### Task instructions:
For the records below, the count of lines that hold "کیوان" is required; give only that number.

Saved data entries
---

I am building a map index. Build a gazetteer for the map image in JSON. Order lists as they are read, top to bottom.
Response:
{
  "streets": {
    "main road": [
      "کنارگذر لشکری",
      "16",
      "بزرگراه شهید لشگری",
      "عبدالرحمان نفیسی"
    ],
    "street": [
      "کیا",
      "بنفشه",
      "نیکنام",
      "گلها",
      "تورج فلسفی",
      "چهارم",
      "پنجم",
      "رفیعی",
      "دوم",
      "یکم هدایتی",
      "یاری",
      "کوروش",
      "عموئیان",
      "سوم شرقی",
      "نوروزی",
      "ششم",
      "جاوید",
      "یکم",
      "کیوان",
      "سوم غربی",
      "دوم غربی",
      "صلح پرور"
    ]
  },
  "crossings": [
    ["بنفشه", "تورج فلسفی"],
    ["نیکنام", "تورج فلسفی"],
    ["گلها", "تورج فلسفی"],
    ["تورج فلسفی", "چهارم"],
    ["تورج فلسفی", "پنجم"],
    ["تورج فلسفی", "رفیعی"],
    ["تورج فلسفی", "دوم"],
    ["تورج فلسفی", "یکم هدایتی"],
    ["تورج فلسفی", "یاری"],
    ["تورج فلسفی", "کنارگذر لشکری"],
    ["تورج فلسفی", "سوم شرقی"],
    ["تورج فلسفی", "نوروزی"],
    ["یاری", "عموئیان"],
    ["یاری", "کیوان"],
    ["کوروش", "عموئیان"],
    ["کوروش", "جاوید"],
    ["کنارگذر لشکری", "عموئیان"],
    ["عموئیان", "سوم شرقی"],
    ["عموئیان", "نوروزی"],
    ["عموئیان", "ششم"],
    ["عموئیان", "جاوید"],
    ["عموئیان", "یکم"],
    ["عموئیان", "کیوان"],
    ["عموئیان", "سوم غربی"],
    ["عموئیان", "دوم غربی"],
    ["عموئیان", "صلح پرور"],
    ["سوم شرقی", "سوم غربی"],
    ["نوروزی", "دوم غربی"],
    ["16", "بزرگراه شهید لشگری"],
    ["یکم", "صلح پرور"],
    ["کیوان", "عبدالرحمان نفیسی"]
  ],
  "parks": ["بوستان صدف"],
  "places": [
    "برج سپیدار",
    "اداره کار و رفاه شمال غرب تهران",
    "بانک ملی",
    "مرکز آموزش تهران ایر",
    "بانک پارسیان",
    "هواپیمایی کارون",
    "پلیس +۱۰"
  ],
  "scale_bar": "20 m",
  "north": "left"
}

---

### Output:
4